The pyxb.utils.domutils.BindingDOMSupport
class provides ways to
control this generation. In particular, you may want to use something more
informative than ns#
to denote namespaces in the generated documents.
This can be done using the following code:
import pyxb.utils.domutils
pyxb.utils.domutils.BindingDOMSupport.DeclareNamespace(address.Namespace, 'addr')
pyxb.utils.domutils.BindingDOMSupport.DeclareNamespace(po4.Namespace, 'po')
print(po.toxml("utf-8").decode('utf-8'))
With this, the final document produced is:
<?xml version="1.0" encoding="utf-8"?>
<po:purchaseOrder xmlns:po="URN:purchase-order" orderDate="1999-10-20">
<po:shipTo country="US">
<name>Alice Smith</name>
<street>123 Maple Street</street>
<city>Anytown</city>
<state>AK</state>
<zip>12341</zip>
</po:shipTo>
<po:billTo country="US">
<name>Robert Smith</name>
<street>8 Oak Avenue</street>
<city>Anytown</city>
<state>AK</state>
<zip>12341</zip>
</po:billTo>
<po:items>
<po:item partNum="833-AA">
<po:productName>Lapis necklace</po:productName>
<po:quantity>1</po:quantity>
<po:USPrice>99.95</po:USPrice>
<po:comment>Want this for the holidays!</po:comment>
<po:shipDate>1999-12-05</po:shipDate>
</po:item>
<po:item partNum="833-AB">
<po:productName>Plastic necklace</po:productName>
<po:quantity>4</po:quantity>
<po:USPrice>3.95</po:USPrice>
<po:shipDate>1999-12-24</po:shipDate>
</po:item>
</po:items>
</po:purchaseOrder>
(Surprise: addr
does not appear, because the nsaddress.xsd
schema
uses the default element form unqualified
, so none of the address
components in the document have a namespace.)
Influencing Element and Mixed Content Order¶
PyXB generally expects that any information reflected in the order of elements is controlled by the content model in the schema.
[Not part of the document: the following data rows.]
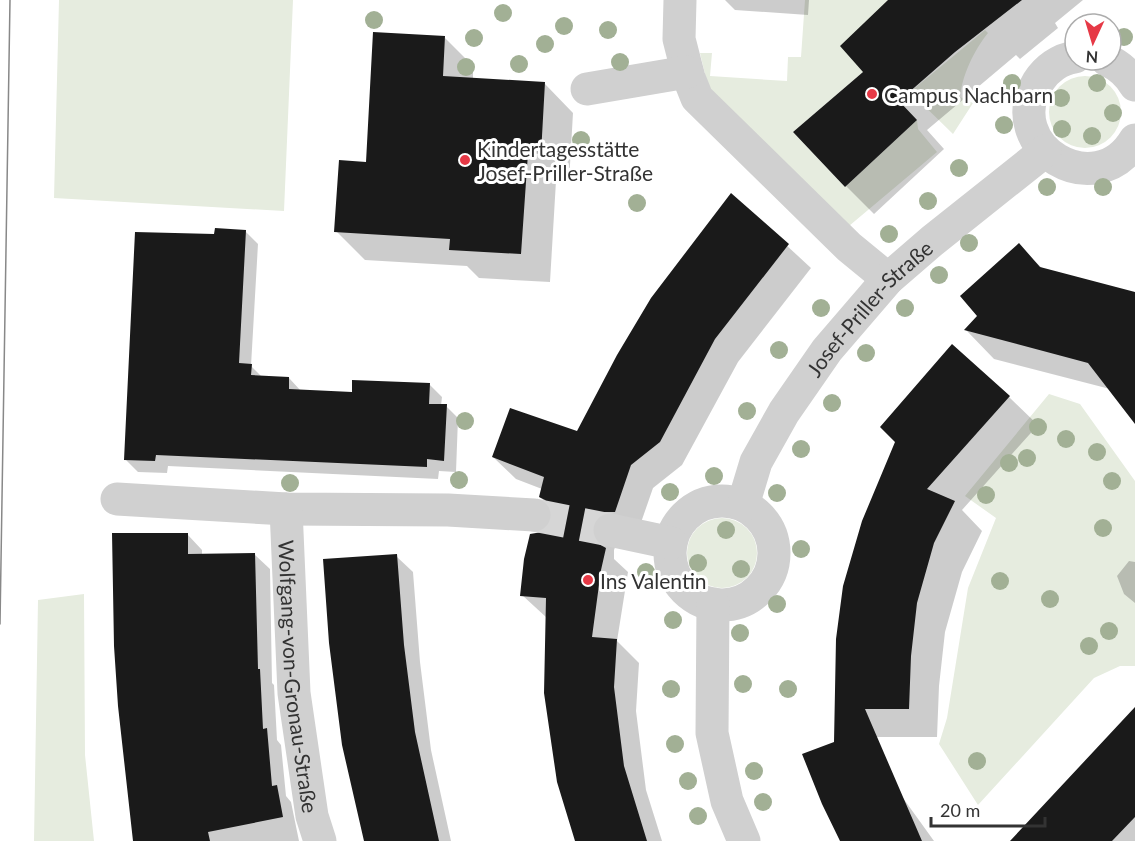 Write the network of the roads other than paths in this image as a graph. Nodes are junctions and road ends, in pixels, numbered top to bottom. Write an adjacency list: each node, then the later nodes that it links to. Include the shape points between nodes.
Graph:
1 (680, 0): 3 (street, via 679,39)
2 (1063, 62): 6 (street, via 1042,76 1029,105 1035,138)
3 (687, 72): 4 (street); 7 (street, via 698,98 849,247)
4 (587, 89)
5 (1135, 140): 6 (street, via 1121,157 1090,169 1058,161)
6 (1045, 152): 7 (street, Josef-Priller-Straße)
7 (888, 279): 9 (street, Josef-Priller-Straße, via 827,350 784,412 756,462)
8 (117, 499): 10 (street, Wolfgang-von-Gronau-Straße)
9 (743, 505): 13 (street, via 713,501 698,507 676,528); 14 (street, via 766,524 774,546 772,568 756,593 728,605)
10 (286, 509): 11 (street, Wolfgang-von-Gronau-Straße); 15 (street, Wolfgang-von-Gronau-Straße, via 294,693 312,816)
11 (534, 515)
12 (610, 530): 13 (street)
13 (671, 543): 14 (street, via 670,559 684,589)
14 (713, 604): 16 (street, via 712,733 727,801)
15 (320, 841)
16 (744, 841) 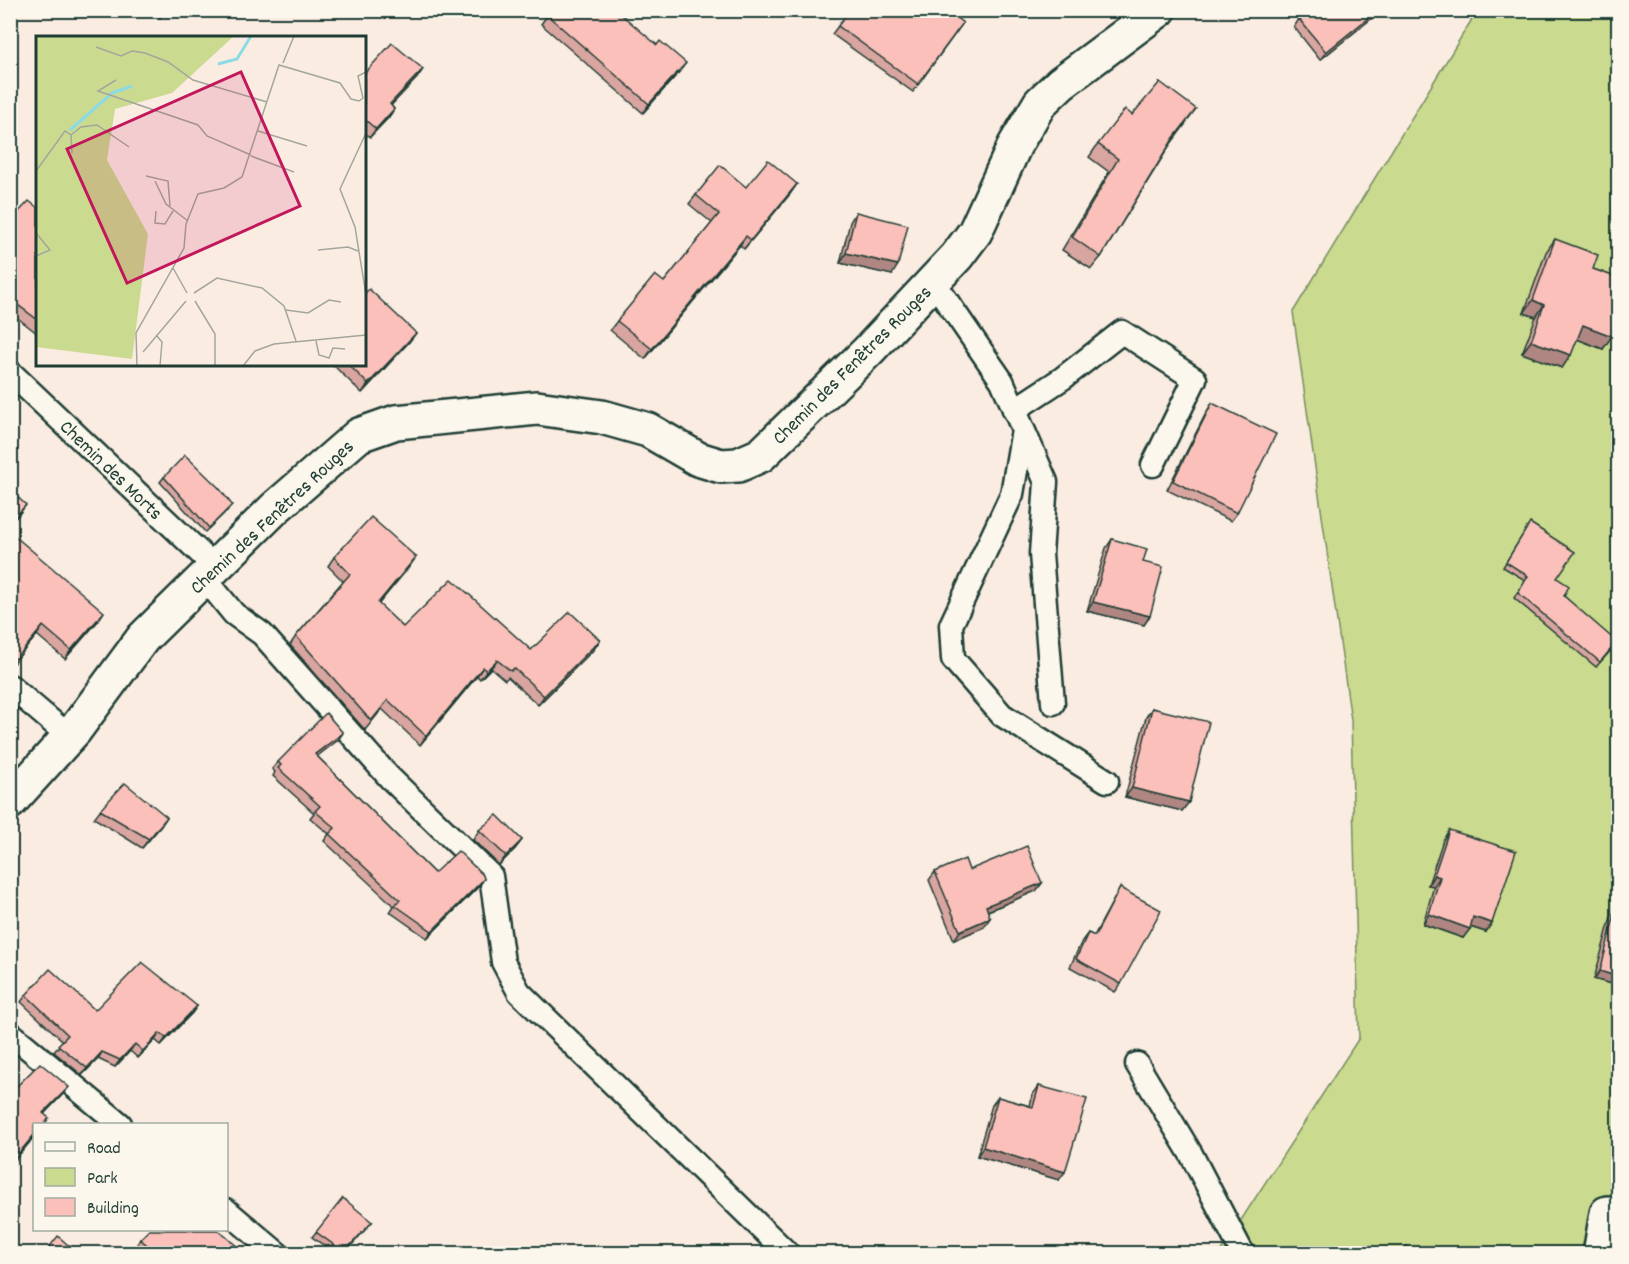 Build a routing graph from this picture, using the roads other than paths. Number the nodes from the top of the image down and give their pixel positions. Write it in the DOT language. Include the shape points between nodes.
graph roads {
  1 [pos="1160,10"];
  2 [pos="933,281"];
  3 [pos="10,372"];
  4 [pos="1019,420"];
  5 [pos="1154,465"];
  6 [pos="209,571"];
  7 [pos="10,686"];
  8 [pos="1053,703"];
  9 [pos="70,737"];
  10 [pos="1107,781"];
  11 [pos="10,802"];
  12 [pos="10,1033"];
  13 [pos="1137,1065"];
  14 [pos="118,1123"];
  15 [pos="228,1212"];
  16 [pos="1607,1213"];
  17 [pos="278,1254"];
  18 [pos="788,1254"];
  19 [pos="1244,1254"];
  20 [pos="1600,1254"];
  1 -- 2 [label="street, Chemin des Fenêtres Rouges" via="1061,82 1040,103 1015,145 975,232"];
  2 -- 4 [label="lane" via="1002,381"];
  2 -- 6 [label="street, Chemin des Fenêtres Rouges" via="804,415 761,455 738,465 721,466 698,459 648,430 602,417 537,408 396,422 359,435"];
  3 -- 6 [label="lane, Chemin des Morts"];
  4 -- 5 [label="lane" via="1063,378 1122,332 1195,379"];
  4 -- 8 [label="lane" via="1046,482 1041,554"];
  4 -- 10 [label="lane" via="1012,494 951,625 953,659 1002,715"];
  6 -- 9 [label="street, Chemin des Fenêtres Rouges" via="142,638"];
  6 -- 18 [label="lane, Chemin des Morts" via="234,614 262,634 389,777 490,876 503,962 519,992"];
  7 -- 9 [label="lane"];
  9 -- 11 [label="street, Chemin des Fenêtres Rouges"];
  12 -- 14 [label="lane"];
  13 -- 19 [label="lane" via="1191,1154"];
  15 -- 17 [label="lane"];
  16 -- 20 [label="street"];
}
Where content includes multiple instances of the same element, they are maintained in order within the binding attribute corresponding to the name. Historically relative order with other elements or with mixed content historically was not rigorously maintained, and generated documents applied only the order enforced by the content model.
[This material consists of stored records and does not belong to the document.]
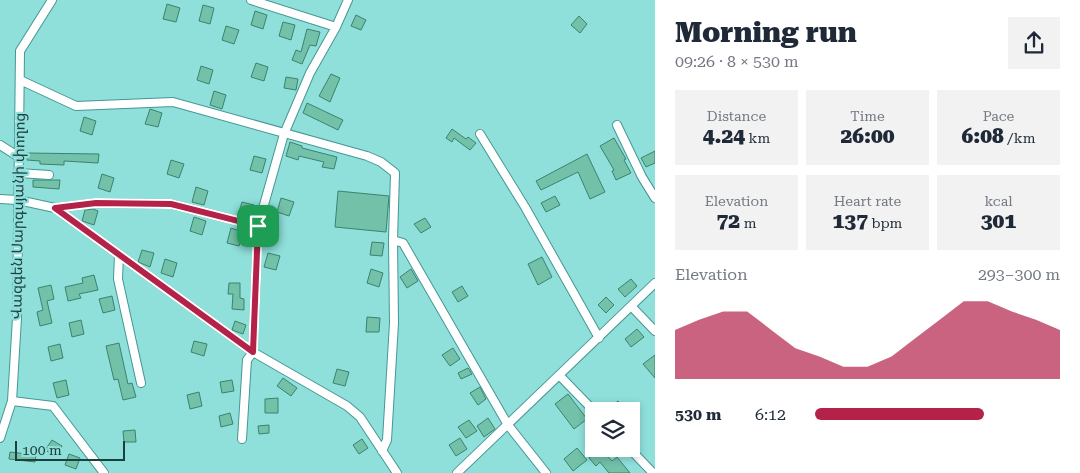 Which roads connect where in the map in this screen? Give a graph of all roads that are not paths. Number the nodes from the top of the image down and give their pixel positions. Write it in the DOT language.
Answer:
graph roads {
  1 [pos="52,0"];
  2 [pos="251,0"];
  3 [pos="348,0"];
  4 [pos="336,27"];
  5 [pos="20,80"];
  6 [pos="617,125"];
  7 [pos="284,134"];
  8 [pos="480,134"];
  9 [pos="0,145"];
  10 [pos="19,157"];
  11 [pos="19,173"];
  12 [pos="48,174"];
  13 [pos="655,198"];
  14 [pos="0,199"];
  15 [pos="18,200"];
  16 [pos="55,208"];
  17 [pos="258,226"];
  18 [pos="393,240"];
  19 [pos="119,255"];
  20 [pos="655,283"];
  21 [pos="632,306"];
  22 [pos="655,331"];
  23 [pos="599,338"];
  24 [pos="253,352"];
  25 [pos="560,375"];
  26 [pos="141,383"];
  27 [pos="12,401"];
  28 [pos="586,402"];
  29 [pos="508,425"];
  30 [pos="0,438"];
  31 [pos="242,439"];
  32 [pos="382,451"];
  33 [pos="638,457"];
  34 [pos="104,473"];
  35 [pos="397,473"];
  36 [pos="457,473"];
  37 [pos="546,473"];
  38 [pos="653,473"];
  1 -- 5 [label="street, Վազգեն Սարգսյանի փողոց"];
  2 -- 4 [label="street"];
  3 -- 4 [label="street"];
  4 -- 7 [label="street"];
  5 -- 7 [label="street"];
  5 -- 10 [label="street, Վազգեն Սարգսյանի փողոց"];
  6 -- 13 [label="street"];
  7 -- 17 [label="street"];
  7 -- 18 [label="street"];
  8 -- 23 [label="street"];
  9 -- 10 [label="street"];
  10 -- 11 [label="street, Վազգեն Սարգսյանի փողոց"];
  11 -- 12 [label="street"];
  11 -- 15 [label="street, Վազգեն Սարգսյանի փողոց"];
  14 -- 15 [label="street"];
  15 -- 16 [label="street"];
  15 -- 27 [label="street, Վազգեն Սարգսյանի փողոց"];
  16 -- 17 [label="street"];
  16 -- 19 [label="street"];
  17 -- 24 [label="street"];
  18 -- 29 [label="street"];
  18 -- 32 [label="street"];
  19 -- 24 [label="street"];
  19 -- 26 [label="street"];
  20 -- 21 [label="street"];
  21 -- 22 [label="street"];
  21 -- 23 [label="street"];
  23 -- 25 [label="street"];
  24 -- 31 [label="street"];
  24 -- 32 [label="street"];
  25 -- 28 [label="street"];
  25 -- 29 [label="street"];
  27 -- 30 [label="street, Վազգեն Սարգսյանի փողոց"];
  27 -- 34 [label="street"];
  29 -- 36 [label="street"];
  29 -- 37 [label="street"];
  32 -- 35 [label="street"];
  33 -- 38 [label="street"];
}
The following example from examples/xhtml/generate.py
hints at the difficulty:
# -*- coding: utf-8 -*-
from __future__ import print_function
import pyxb.bundles.common.xhtml1 as xhtml
import pyxb.utils.domutils
pyxb.utils.domutils.BindingDOMSupport.SetDefaultNamespace(xhtml.Namespace)
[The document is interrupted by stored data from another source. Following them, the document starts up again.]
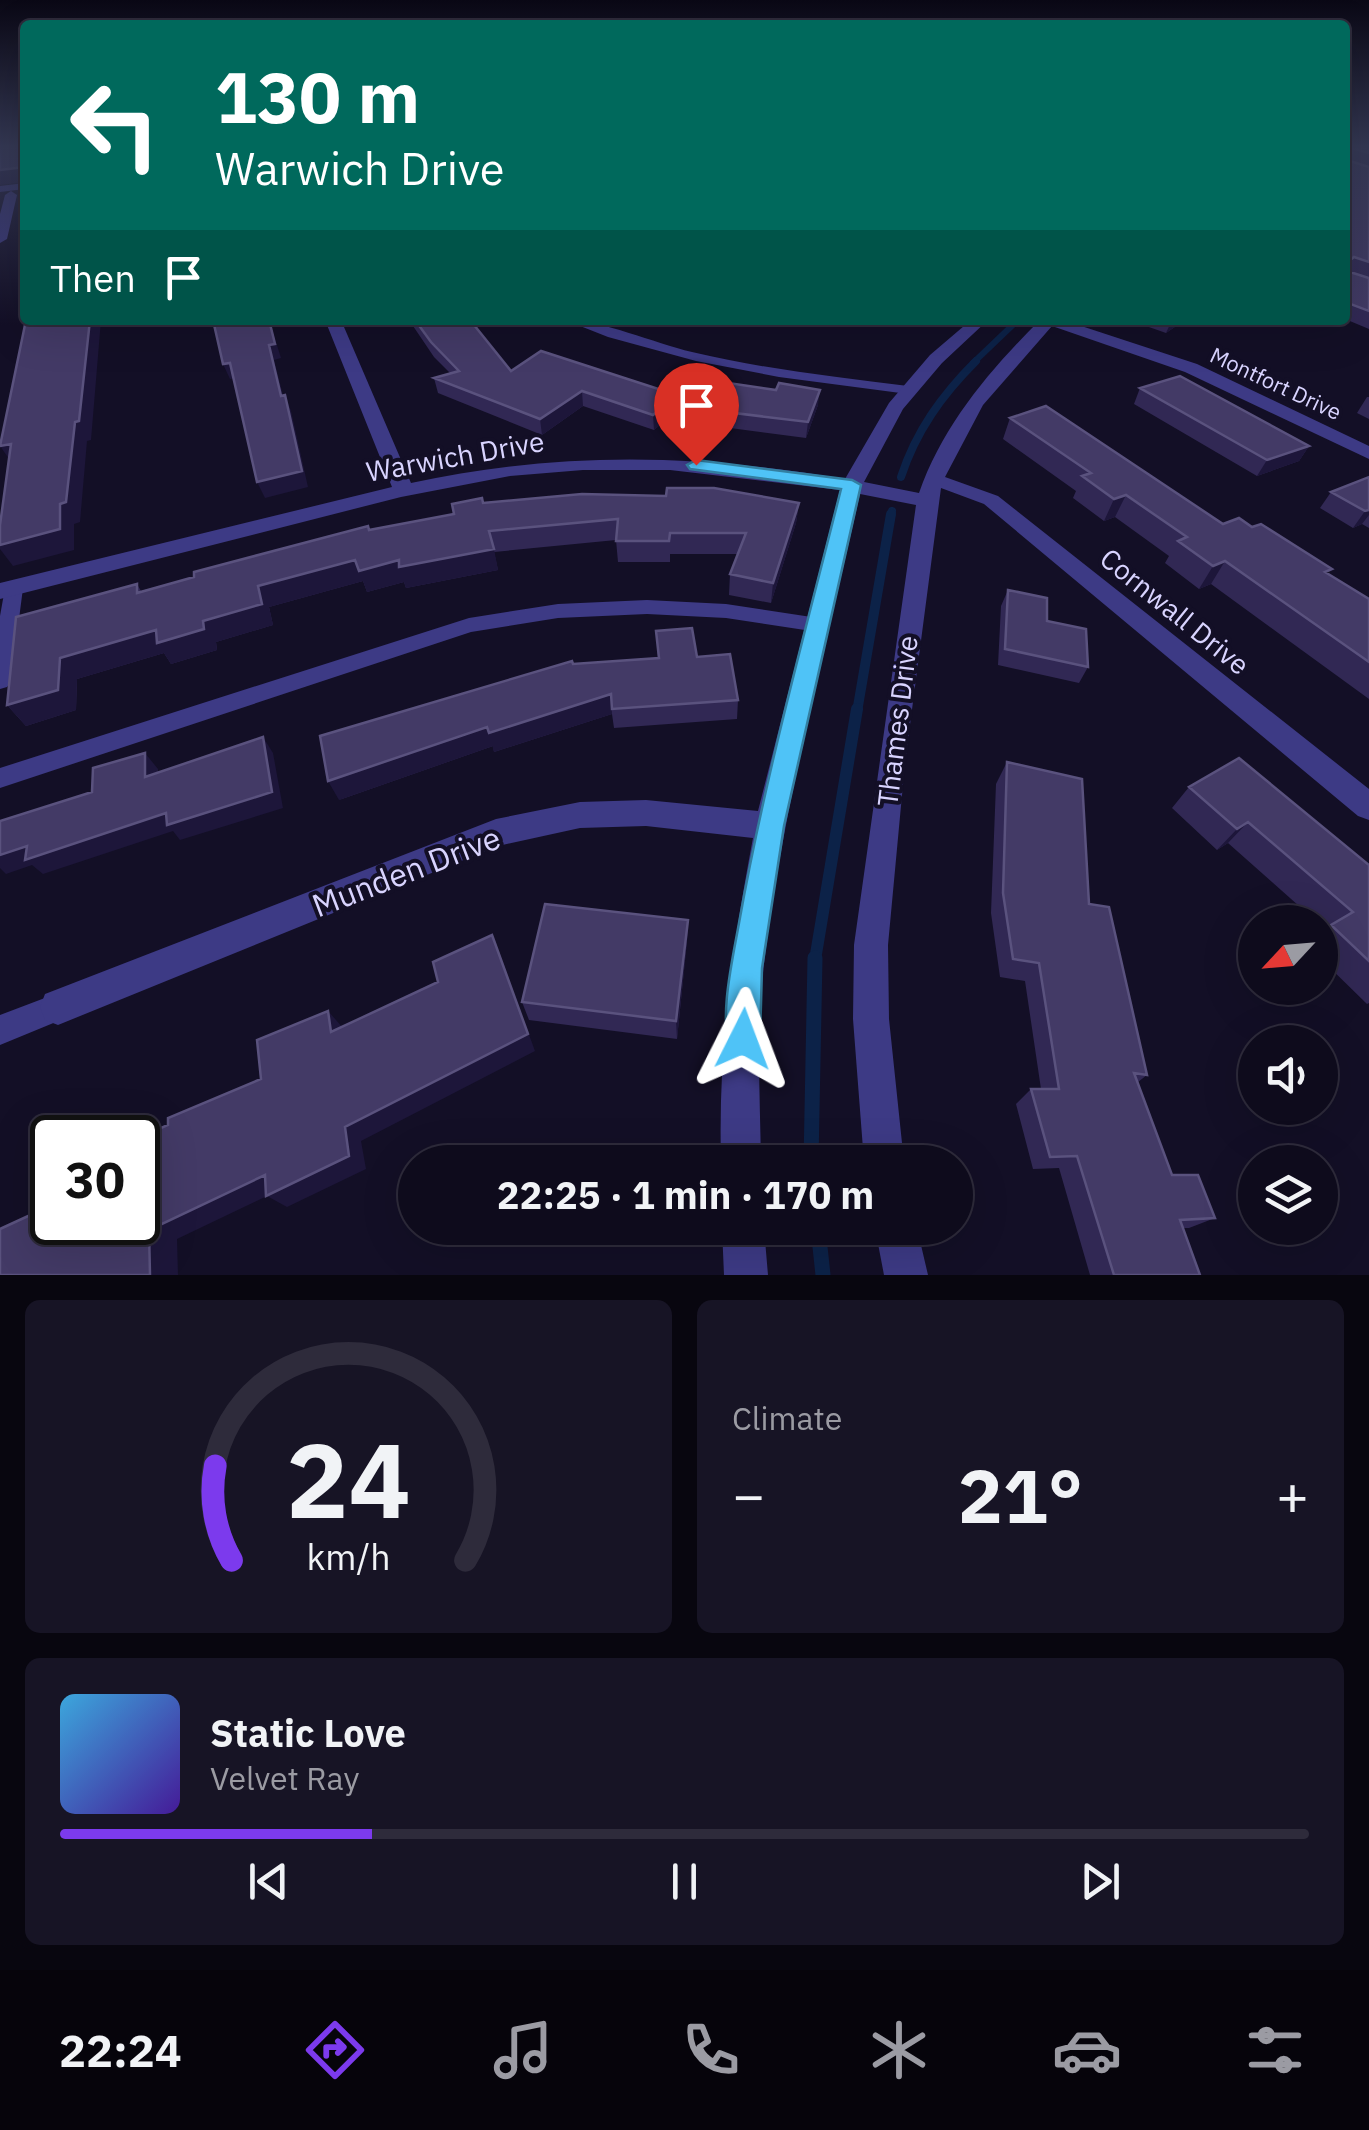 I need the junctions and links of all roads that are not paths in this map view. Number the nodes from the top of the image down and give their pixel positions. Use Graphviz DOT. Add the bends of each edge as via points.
graph roads {
  1 [pos="8,206"];
  2 [pos="0,239"];
  3 [pos="335,325"];
  4 [pos="584,325"];
  5 [pos="975,325"];
  6 [pos="1043,325"];
  7 [pos="1063,325"];
  8 [pos="908,390"];
  9 [pos="1369,453"];
  10 [pos="852,485"];
  11 [pos="404,490"];
  12 [pos="930,490"];
  13 [pos="7,590"];
  14 [pos="818,626"];
  15 [pos="0,680"];
  16 [pos="0,778"];
  17 [pos="1369,808"];
  18 [pos="770,826"];
  19 [pos="58,1007"];
  20 [pos="0,1030"];
  21 [pos="740,1145"];
  22 [pos="882,1145"];
  23 [pos="744,1245"];
  24 [pos="900,1245"];
  25 [pos="746,1275"];
  26 [pos="906,1275"];
  1 -- 2 [label="street"];
  3 -- 11 [label="street"];
  4 -- 8 [label="lane" via="730,368"];
  5 -- 8 [label="street"];
  6 -- 12 [label="street, Thames Drive" via="961,419"];
  7 -- 9 [label="street, Montfort Drive" via="1191,368"];
  8 -- 10 [label="street"];
  10 -- 11 [label="street, Warwich Drive" via="652,463 523,469"];
  10 -- 12 [label="street, Warwich Drive"];
  10 -- 14 [label="street"];
  11 -- 13 [label="street, Warwich Drive"];
  12 -- 17 [label="street, Cornwall Drive" via="965,488 991,500"];
  12 -- 22 [label="street, Thames Drive" via="871,945"];
  13 -- 15 [label="lane"];
  14 -- 16 [label="lane" via="647,607 468,625"];
  14 -- 18 [label="street"];
  18 -- 19 [label="street, Munden Drive" via="613,814 496,834"];
  18 -- 21 [label="street" via="746,968"];
  19 -- 20 [label="lane"];
  23 -- 25 [label="street"];
  24 -- 26 [label="street"];
}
head = xhtml.head(title='A Test Document')
body = xhtml.body()
body.append(xhtml.h1('Contents'))
body.append(xhtml.p('''Here is some text.
It doesn't do anything special.'''))
p2 = xhtml.p('Here is more text. It has ',
xhtml.b('bold'),
' and ',
xhtml.em('emphasized'),
' content with ',
xhtml.b('more bold'),
' just to complicate things.')
body.append(p2)
# Verify we have two b's and an em
assert 2 == len(p2.b)
assert 1 == len(p2.em)
# Generate the document and externally verify that the em is between the two bs.
doc = xhtml.html(head, body)
try:
xmls = doc.toDOM().toprettyxml()
except pyxb.ValidationError as e:
print(e.details())
raise
open('genout.xhtml', 'w').write(xmls)
If the relative order of elements and mixed content were not maintained, this might produce something like:
<?xml version="1.0" ?>
<html xmlns="http://www.w3.org/1999/xhtml">
<head>
<title/>
</head>
<body>
<h1/>
<p/>
<p>
<b/>
<b/>
<em/>
</p>
</body>
</html>
Here mixed content is lost, and element content is emitted in the order that elements appear in the original schema.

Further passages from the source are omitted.